- ABOUT THIS TASK -
Only lines with the word "Cypress" belong in the answer; copy them from the records below.

- Saved entries -
*** Begin section ***
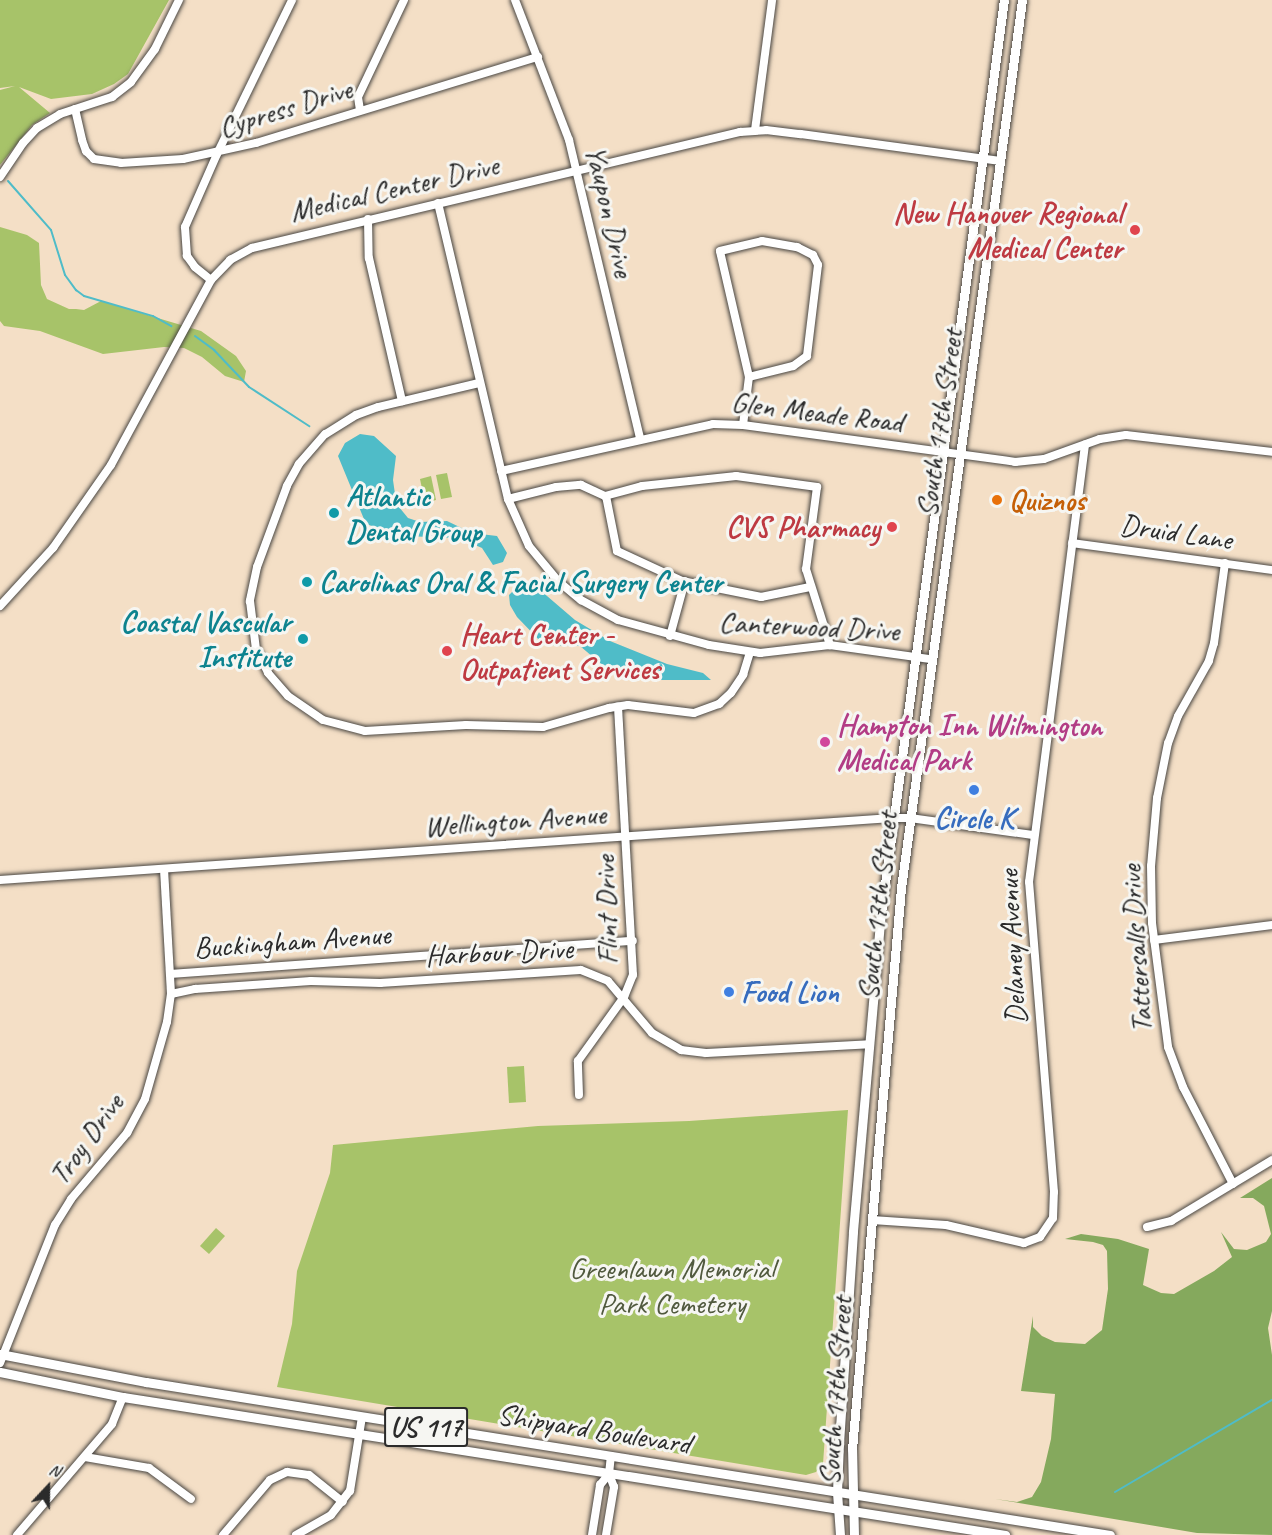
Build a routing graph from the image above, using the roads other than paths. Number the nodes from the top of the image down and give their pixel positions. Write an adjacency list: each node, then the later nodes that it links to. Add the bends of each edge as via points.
1 (179, 0): 9 (street, via 152,56 131,82 112,97)
2 (292, 0): 12 (street)
3 (404, 0): 10 (street, via 358,97)
4 (515, 0): 8 (street, Yaupon Drive)
5 (772, 0): 11 (street)
6 (1004, 0): 13 (main road, South 17th Street)
7 (1022, 0): 14 (main road, South 17th Street)
8 (538, 57): 10 (street, Cypress Drive); 15 (street, Yaupon Drive, via 565,127)
9 (75, 109): 12 (street, Cypress Drive, via 86,151 101,162 183,159); 16 (street, via 37,128)
10 (360, 110): 12 (street, Cypress Drive)
11 (755, 130): 13 (street, Medical Center Drive); 15 (street, Medical Center Drive)
12 (217, 153): 19 (street, via 184,234 190,262)
13 (983, 158): 14 (street, Medical Center Drive); 26 (main road, South 17th Street)
14 (1000, 161): 28 (main road, South 17th Street)
15 (576, 170): 17 (street, Medical Center Drive); 24 (street, Yaupon Drive)
16 (0, 177)
17 (438, 203): 18 (street, Medical Center Drive); 21 (street, Canterwood Drive)
18 (368, 219): 19 (street, Medical Center Drive, via 252,248 230,260); 22 (street, via 369,258)
19 (210, 280): 37 (street, Medical Center Drive, via 111,465 53,548)
20 (749, 377): 20 (street, via 793,366 807,356 818,279 817,262 806,251 771,241 720,251); 23 (street)
21 (479, 383): 22 (street); 29 (street, Canterwood Drive)
22 (402, 401): 43 (street, via 367,410 334,426 306,454 287,486 257,567 250,602 256,649 275,683 310,713 335,725 365,731 466,725 543,727)
23 (743, 426): 24 (street, Glen Meade Road, via 696,426); 26 (street, Glen Meade Road)
24 (640, 439): 29 (street, Glen Meade Road)
25 (1085, 445): 27 (street, Glen Meade Road, via 1114,436 1135,435); 28 (street, Glen Meade Road, via 1029,462); 32 (street, Delaney Avenue)
26 (942, 451): 28 (street, Glen Meade Road); 41 (main road, South 17th Street)
27 (1272, 452)
28 (959, 453): 42 (main road, South 17th Street)
29 (501, 471): 31 (street, Canterwood Drive)
30 (606, 496): 31 (street, via 581,485); 35 (street, via 616,551); 36 (street, via 660,483 736,476 817,487 806,569)
31 (508, 499): 38 (street, Canterwood Drive, via 529,546 569,591 618,620)
32 (1072, 543): 33 (street, Druid Lane); 46 (street, Delaney Avenue)
33 (1225, 563): 34 (street, Druid Lane); 51 (street, Tattersalls Drive, via 1214,643 1203,674 1172,728 1157,798 1151,866)
34 (1272, 570)
35 (685, 581): 36 (street, via 761,597); 38 (street)
36 (810, 587): 39 (street)
37 (0, 606)
38 (670, 636): 40 (street, Canterwood Drive)
39 (830, 645): 40 (street, Canterwood Drive); 41 (street, Canterwood Drive)
40 (750, 652): 43 (street, via 737,687 710,709 683,713)
41 (914, 657): 42 (street, Canterwood Drive); 44 (main road, South 17th Street)
42 (930, 659): 45 (main road, South 17th Street)
43 (618, 706): 47 (street, Flint Drive)
44 (892, 818): 45 (street, Wellington Avenue); 47 (street, Wellington Avenue); 56 (main road, South 17th Street)
45 (910, 818): 46 (street, Wellington Avenue); 60 (main road, South 17th Street)
46 (1033, 835): 60 (street, Delaney Avenue, via 1029,902 1053,1218 1040,1237 1024,1243 946,1226)
47 (627, 836): 48 (street, Wellington Avenue); 52 (street, Flint Drive)
48 (164, 869): 49 (street, Wellington Avenue); 53 (street, Troy Drive)
49 (0, 880)
50 (1272, 926): 51 (street)
51 (1154, 940): 59 (street, Tattersalls Drive, via 1165,1035 1172,1061)
52 (633, 941): 53 (street, Buckingham Avenue); 55 (street, Flint Drive, via 633,975)
53 (170, 974): 54 (street, Troy Drive)
54 (171, 994): 55 (street, Harbour Drive, via 311,981 380,983 574,970 600,976); 62 (street, Troy Drive, via 167,1022 141,1111 61,1213)
55 (624, 997): 56 (street, Harbour Drive, via 652,1033 673,1047 688,1051); 57 (street, Flint Drive, via 578,1061)
56 (870, 1044): 70 (main road, South 17th Street, via 853,1231)
57 (579, 1095)
58 (1272, 1160): 59 (street)
59 (1233, 1184): 61 (street, via 1171,1221)
60 (872, 1220): 71 (main road, South 17th Street, via 852,1449)
61 (1147, 1227)
62 (1, 1357): 65 (main road, Shipyard Boulevard / US 117)
63 (0, 1372): 64 (main road, Shipyard Boulevard / US 117)
64 (123, 1397): 66 (main road, Shipyard Boulevard / US 117); 68 (street, via 112,1424)
65 (362, 1417): 66 (street); 67 (main road, Shipyard Boulevard / US 117)
66 (360, 1435): 69 (main road, Shipyard Boulevard / US 117); 73 (street, via 352,1483)
67 (611, 1456): 69 (street); 70 (main road, Shipyard Boulevard / US 117)
68 (85, 1457): 72 (street, via 149,1468); 76 (street)
69 (609, 1474): 74 (main road, Shipyard Boulevard / US 117); 79 (street, via 600,1485); 80 (street, via 614,1487)
70 (837, 1492): 71 (main road, Shipyard Boulevard / US 117); 74 (main road, South 17th Street)
71 (852, 1494): 75 (main road, South 17th Street); 84 (main road, Shipyard Boulevard / US 117)
72 (191, 1499)
73 (343, 1502): 77 (street, via 309,1475 287,1472 270,1480); 78 (street, via 331,1515)
74 (838, 1509): 75 (main road, Shipyard Boulevard / US 117); 81 (main road, South 17th Street)
75 (852, 1511): 82 (main road, South 17th Street); 83 (main road, Shipyard Boulevard / US 117)
76 (17, 1535)
77 (223, 1535)
78 (296, 1535)
79 (592, 1535)
80 (606, 1535)
81 (840, 1535)
82 (854, 1535)
83 (1005, 1535)
84 (1110, 1535)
*** End section ***
- EXERCISE RESPONSE -
8 (538, 57): 10 (street, Cypress Drive); 15 (street, Yaupon Drive, via 565,127)
9 (75, 109): 12 (street, Cypress Drive, via 86,151 101,162 183,159); 16 (street, via 37,128)
10 (360, 110): 12 (street, Cypress Drive)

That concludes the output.